#### Entries supplied ####

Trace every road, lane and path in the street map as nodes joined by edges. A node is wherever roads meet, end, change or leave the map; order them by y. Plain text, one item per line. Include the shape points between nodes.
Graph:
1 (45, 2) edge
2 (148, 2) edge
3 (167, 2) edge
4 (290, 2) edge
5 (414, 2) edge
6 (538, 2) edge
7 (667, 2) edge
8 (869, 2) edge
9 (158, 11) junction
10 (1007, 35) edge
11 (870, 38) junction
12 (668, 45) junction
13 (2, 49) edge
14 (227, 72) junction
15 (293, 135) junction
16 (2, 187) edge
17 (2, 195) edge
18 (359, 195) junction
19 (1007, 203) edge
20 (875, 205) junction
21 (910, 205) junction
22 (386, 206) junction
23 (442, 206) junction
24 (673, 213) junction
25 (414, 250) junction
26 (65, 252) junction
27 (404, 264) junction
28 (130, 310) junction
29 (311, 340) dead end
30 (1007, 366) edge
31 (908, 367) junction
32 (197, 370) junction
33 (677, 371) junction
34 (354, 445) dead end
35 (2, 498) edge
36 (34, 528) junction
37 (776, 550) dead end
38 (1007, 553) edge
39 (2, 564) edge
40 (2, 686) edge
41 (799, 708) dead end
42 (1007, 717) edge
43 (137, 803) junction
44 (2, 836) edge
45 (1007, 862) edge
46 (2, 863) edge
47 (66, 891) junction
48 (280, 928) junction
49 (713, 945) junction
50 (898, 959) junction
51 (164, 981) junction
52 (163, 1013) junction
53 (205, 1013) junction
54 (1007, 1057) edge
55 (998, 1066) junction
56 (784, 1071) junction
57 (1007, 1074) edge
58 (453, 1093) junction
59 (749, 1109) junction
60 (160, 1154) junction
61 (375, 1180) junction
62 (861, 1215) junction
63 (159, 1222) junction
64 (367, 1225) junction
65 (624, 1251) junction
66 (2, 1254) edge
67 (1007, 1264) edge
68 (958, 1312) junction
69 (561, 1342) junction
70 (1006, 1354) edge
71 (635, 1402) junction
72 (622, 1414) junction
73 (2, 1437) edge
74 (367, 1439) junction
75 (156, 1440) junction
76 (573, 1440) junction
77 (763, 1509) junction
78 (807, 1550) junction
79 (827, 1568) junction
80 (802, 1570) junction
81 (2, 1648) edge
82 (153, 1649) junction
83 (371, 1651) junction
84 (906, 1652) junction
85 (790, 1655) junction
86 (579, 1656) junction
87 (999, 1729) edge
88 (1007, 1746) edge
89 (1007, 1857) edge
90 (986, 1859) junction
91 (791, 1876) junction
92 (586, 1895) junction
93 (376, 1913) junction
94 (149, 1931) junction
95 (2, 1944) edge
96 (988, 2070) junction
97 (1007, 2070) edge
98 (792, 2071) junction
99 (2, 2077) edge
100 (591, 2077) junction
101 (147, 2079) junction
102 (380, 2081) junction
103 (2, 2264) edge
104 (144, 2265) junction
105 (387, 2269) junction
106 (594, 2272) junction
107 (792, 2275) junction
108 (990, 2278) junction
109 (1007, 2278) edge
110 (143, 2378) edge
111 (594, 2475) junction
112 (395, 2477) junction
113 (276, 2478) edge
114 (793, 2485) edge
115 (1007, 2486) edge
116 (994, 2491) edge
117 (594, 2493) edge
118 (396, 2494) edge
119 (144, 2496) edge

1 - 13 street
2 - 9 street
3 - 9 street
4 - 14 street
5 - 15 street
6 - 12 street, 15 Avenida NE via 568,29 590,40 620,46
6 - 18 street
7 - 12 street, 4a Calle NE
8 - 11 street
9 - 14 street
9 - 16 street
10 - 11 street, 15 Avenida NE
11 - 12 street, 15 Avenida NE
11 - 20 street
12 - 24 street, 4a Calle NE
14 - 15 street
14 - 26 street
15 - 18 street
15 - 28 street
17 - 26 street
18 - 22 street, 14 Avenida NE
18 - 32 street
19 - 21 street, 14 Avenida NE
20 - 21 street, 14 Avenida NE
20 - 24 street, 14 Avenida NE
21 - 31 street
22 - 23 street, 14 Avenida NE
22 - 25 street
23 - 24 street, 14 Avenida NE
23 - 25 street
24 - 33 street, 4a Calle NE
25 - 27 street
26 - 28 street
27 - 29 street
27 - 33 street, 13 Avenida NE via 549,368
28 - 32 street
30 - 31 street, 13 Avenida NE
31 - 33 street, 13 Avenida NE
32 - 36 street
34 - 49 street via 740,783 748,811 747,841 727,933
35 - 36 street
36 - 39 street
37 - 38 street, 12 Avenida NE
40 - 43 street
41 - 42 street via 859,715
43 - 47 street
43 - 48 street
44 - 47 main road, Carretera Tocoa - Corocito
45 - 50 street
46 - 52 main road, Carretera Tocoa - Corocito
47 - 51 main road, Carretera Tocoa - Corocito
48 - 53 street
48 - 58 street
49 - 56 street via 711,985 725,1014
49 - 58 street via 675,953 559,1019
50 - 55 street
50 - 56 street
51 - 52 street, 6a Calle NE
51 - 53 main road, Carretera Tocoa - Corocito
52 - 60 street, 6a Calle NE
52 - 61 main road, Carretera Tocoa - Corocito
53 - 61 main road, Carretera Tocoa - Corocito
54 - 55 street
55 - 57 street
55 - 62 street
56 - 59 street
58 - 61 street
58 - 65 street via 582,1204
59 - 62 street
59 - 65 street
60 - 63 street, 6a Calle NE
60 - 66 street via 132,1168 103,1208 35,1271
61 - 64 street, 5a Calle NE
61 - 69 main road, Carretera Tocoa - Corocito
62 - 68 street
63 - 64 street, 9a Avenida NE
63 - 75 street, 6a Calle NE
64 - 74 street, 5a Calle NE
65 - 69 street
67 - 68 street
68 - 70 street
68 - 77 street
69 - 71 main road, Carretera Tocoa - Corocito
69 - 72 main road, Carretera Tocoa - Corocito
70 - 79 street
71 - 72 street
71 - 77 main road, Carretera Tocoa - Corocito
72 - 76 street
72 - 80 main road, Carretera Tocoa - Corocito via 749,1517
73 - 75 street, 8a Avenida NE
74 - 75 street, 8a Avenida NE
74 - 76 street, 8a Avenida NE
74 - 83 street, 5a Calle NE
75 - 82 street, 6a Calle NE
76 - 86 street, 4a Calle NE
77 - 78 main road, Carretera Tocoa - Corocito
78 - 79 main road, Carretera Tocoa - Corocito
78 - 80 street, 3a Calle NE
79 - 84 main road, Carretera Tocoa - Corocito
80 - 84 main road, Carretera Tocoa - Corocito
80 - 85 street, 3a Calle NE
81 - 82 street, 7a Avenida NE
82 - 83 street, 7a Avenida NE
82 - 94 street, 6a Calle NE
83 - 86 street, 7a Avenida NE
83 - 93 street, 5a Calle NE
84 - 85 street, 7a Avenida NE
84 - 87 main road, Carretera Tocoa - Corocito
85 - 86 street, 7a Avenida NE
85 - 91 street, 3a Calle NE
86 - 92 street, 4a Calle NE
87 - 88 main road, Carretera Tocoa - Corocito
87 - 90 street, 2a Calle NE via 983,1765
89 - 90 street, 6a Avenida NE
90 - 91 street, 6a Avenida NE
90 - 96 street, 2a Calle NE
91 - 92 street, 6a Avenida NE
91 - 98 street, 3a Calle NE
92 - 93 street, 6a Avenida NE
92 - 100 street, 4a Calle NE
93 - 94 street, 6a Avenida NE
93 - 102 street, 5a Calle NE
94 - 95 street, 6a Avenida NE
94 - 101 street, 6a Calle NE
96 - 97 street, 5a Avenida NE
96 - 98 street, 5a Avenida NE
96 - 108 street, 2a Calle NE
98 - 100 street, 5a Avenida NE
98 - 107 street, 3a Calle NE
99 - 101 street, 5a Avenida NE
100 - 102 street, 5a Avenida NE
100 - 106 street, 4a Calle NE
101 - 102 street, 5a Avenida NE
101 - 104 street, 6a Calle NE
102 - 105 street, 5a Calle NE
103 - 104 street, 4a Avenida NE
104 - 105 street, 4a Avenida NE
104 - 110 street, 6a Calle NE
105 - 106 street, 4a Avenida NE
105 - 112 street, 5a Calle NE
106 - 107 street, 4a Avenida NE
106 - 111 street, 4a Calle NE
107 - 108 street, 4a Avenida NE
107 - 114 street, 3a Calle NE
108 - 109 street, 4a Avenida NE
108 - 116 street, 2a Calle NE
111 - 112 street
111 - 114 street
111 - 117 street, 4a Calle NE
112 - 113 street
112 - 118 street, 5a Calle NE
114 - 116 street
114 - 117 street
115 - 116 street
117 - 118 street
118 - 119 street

####
#### Entries supplied ####

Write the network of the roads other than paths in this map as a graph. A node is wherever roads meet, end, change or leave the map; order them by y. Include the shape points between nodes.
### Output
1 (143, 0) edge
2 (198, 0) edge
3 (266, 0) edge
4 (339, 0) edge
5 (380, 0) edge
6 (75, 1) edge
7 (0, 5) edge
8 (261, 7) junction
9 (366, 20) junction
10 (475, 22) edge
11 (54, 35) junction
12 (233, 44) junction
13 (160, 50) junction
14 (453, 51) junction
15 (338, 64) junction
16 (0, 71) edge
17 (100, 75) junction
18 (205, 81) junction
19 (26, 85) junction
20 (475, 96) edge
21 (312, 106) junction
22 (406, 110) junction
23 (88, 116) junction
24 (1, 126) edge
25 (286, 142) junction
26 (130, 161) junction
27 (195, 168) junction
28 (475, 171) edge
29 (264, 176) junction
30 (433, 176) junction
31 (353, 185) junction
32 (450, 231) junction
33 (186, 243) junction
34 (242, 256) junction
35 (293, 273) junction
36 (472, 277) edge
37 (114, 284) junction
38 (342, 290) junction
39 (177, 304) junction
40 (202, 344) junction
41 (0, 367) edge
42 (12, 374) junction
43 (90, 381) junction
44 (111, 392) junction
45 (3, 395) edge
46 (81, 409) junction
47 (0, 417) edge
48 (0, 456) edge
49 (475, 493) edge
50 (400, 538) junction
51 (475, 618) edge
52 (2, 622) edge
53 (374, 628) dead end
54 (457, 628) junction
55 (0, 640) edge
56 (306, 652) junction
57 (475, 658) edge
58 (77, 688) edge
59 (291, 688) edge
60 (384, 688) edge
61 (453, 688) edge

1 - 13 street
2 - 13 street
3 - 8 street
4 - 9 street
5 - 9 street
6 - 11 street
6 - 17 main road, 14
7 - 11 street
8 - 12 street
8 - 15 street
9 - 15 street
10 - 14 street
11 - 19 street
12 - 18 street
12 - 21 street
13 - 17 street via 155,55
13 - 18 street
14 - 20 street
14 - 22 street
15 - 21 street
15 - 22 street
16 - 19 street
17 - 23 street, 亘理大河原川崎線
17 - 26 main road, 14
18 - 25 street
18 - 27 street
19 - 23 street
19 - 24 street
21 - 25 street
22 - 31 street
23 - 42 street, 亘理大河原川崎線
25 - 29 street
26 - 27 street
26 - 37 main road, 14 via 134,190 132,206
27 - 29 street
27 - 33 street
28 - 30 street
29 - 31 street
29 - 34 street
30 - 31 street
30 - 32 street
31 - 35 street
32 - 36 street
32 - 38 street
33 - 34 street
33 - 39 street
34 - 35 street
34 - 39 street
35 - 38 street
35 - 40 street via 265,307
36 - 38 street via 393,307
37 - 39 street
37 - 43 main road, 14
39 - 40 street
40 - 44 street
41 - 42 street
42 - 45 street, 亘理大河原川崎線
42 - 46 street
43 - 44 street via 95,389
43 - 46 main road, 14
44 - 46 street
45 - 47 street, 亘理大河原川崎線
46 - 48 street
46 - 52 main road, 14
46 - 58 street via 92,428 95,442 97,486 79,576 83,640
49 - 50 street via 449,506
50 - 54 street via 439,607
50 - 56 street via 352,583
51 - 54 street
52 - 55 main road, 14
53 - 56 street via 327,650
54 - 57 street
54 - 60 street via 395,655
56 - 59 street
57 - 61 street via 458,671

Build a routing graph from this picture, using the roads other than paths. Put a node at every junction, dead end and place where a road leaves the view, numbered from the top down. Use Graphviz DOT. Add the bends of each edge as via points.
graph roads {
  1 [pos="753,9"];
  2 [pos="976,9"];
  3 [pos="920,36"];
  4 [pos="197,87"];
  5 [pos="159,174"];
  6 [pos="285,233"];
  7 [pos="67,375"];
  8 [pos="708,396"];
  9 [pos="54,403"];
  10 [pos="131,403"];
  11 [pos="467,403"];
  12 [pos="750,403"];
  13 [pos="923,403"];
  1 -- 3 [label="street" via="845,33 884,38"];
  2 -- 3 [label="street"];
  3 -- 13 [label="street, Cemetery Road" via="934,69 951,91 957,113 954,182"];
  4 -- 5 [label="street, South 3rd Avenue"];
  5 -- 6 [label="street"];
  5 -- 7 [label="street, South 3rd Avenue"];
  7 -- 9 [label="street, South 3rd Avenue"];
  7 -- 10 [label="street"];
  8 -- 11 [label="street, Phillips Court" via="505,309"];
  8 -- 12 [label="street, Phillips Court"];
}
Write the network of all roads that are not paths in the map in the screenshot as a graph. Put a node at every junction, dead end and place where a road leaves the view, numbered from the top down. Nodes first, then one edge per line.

####

Task details -
Please show the lines in the entries above that hold the string "network".

Your response -
Write the network of the roads other than paths in this map as a graph. A node is wherever roads meet, end, change or leave the map; order them by y. Include the shape points between nodes.
Write the network of all roads that are not paths in the map in the screenshot as a graph. Put a node at every junction, dead end and place where a road leaves the view, numbered from the top down. Nodes first, then one edge per line.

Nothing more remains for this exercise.